Animals have this bacteria in their digestive tract and B12 infiltrates animal-based foods, but these animals are also commonly supplemented with vitamin B12 in their feed due to this soil bacteria deficiency. This supplement is important for everyone, whether vegan or not, due to the loss of vitamin B12-producing bacteria in our soil.
Vitamin B12 is important for neurologic health and prevents a specific anemia (megalobastic), which can lead to permanent neurologic damage.
Judy DeLorenzo – A Life Well Planted
A varied whole-food vegan diet is perfectly capable of providing for all of our nutritional needs except for B12 and the sunshine vitamin D.
Low levels of B12 are contained in mushrooms (see also our review of Meati Foods), nori seaweed, algae, chlorella, and fermented foods – but in general it is the only nutrient that you can’t reliably obtain through plant foods besides vitamin D.
Thus it is very important to supplement with B12; a deficiency may result in serious consequences including anemia, fatigue, nervous system issues, breathlessness, vision difficulties, dementia, and more.
Adriana Dikih – Willamette Transplant
The most important daily supplement I rely on as a vegan is a Vitamin D supplement.
Vitamin D helps with calcium absorption, bone development, and mood regulation!
Fish is a big source of vitamin D but sun exposure can also be a great way for our bodies to make our own vitamin D.
However, taking a vitamin D supplement can help ensure adequate levels of vitamin D and assist with calcium absorption!
Alison Corey – Keeping The Peas
When you follow a vegan diet it is important to find supplements that include B12, iron, zinc, and vitamin D.

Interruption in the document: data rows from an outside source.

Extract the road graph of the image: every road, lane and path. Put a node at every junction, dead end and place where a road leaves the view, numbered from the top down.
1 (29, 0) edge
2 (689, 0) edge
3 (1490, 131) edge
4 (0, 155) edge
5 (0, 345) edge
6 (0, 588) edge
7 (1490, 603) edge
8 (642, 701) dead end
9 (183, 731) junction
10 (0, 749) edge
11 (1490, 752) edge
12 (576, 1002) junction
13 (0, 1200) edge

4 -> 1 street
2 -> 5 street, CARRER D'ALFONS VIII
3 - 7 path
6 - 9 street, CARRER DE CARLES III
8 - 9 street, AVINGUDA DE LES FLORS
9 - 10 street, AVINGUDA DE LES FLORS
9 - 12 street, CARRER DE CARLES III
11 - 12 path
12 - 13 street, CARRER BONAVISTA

To ensure I’m hitting those essential nutrients that are sometimes lacking in a vegan diet I rely on the Garden of Life myKind Multivitamin for Women as my daily supplement. It is specifically made for a woman’s nutrient needs.
I like this particular multivitamin because it is certified vegan, and organic,
(affordable organic clothing) and doesn’t contain any added sugars or stevia. These vitamins include 200% of your daily recommended B12, which is always a concern when you are on a vegan diet.
In addition, this multivitamin offers a healthy dose of numerous other important nutrients such as 100% of your recommended D3, 15% of your iron, and 35% of zinc.
This one vitamin has you covered for immune support, healthy skin and nails, energy, metabolism, and heart health in one easy to take a supplement that’s made from natural fruits, vegetables, and herbs.
Thank you so much to all the experts that contributed to this expert roundup!